I’m haunted by a man who seemingly didn’t own a last name. Or, first. Christmas visits, Hanukkah, too. For some, December is just a cozy time off with football, twinkling lights and sugary treats. My Christmas arrives a few days late. That’s when my daughter’s home over college winter break. The day of? I’m physically alone, but spend it on the phone, long distance, with loved ones. I’m exhausted by day’s end, laughing so much. But, come December? I always think of Red. 

I’ve lived in Newhall most my life, back when it was a fly speck on a map. For years, my rural little cowboy valley earned the reputation as being —ahem — “quirky.”  

How. Dare. They.  

Just because we’ve been home to Bigfoot sightings, UFOs, ghosts, range wars, nude women riding horses, bootlegging operations and gee-whiz phantasmagoria better suited for “Twilight Zone” reruns. 

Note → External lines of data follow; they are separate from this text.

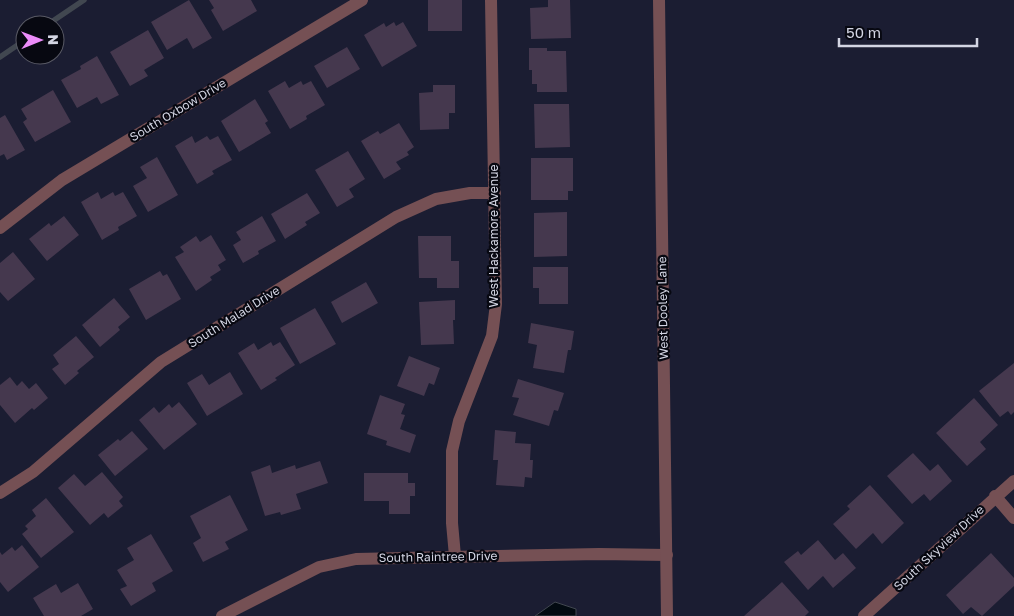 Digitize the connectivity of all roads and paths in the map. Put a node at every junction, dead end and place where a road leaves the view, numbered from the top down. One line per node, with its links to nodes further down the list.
1 (362, 0): 5 (street, South Oxbow Drive)
2 (491, 0): 4 (street, West Hackamore Avenue)
3 (659, 0): 10 (street, West Dooley Lane)
4 (495, 193): 7 (street, South Malad Drive); 11 (street, West Hackamore Avenue)
5 (0, 228)
6 (1014, 480): 8 (street, South Skyview Drive)
7 (0, 493)
8 (995, 496): 9 (street); 14 (street, South Skyview Drive)
9 (1014, 518)
10 (667, 555): 11 (street, South Raintree Drive); 13 (street, West Dooley Lane)
11 (455, 556): 12 (street, South Raintree Drive)
12 (222, 616)
13 (667, 616)
14 (864, 616) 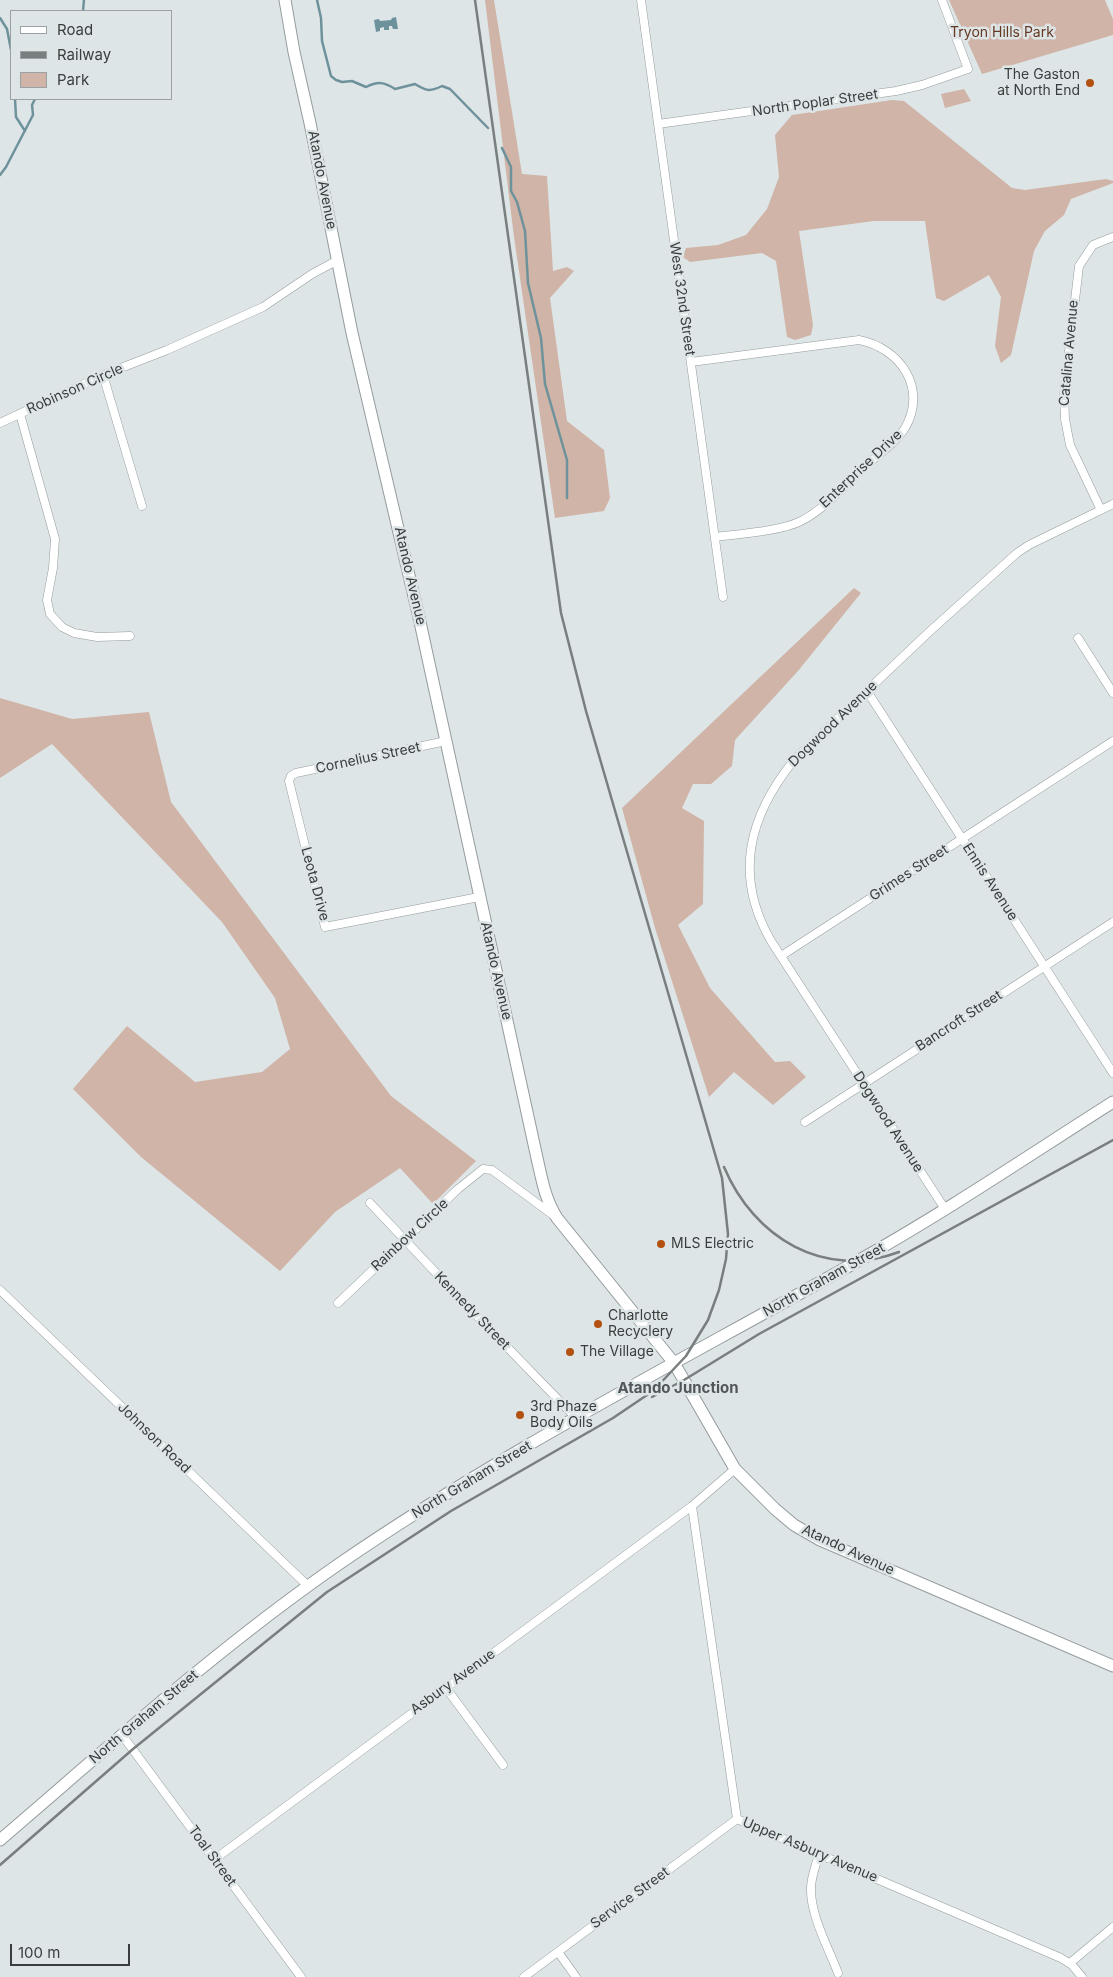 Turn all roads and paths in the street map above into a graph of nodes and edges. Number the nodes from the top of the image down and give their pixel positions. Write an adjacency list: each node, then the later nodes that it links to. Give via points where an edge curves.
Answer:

Depending with whom you’re chatting, Ronald Reagan was one of our greatest presidents. No. 40 owned a humble ranch in Santa Barbara where he’d escape the multi-tonned weights of his office to ride horses, clear brush and watch clouds pass, the sun rise and fall. For years, Red was his ranch manager, a former stuntman who eventually lived out his days in Santa Clarita. To my knowledge, he never shared his last name. I’d bet also that “Red” wasn’t on his birth certificate. He confessed he took the name because it was the color of his fading old pickup truck.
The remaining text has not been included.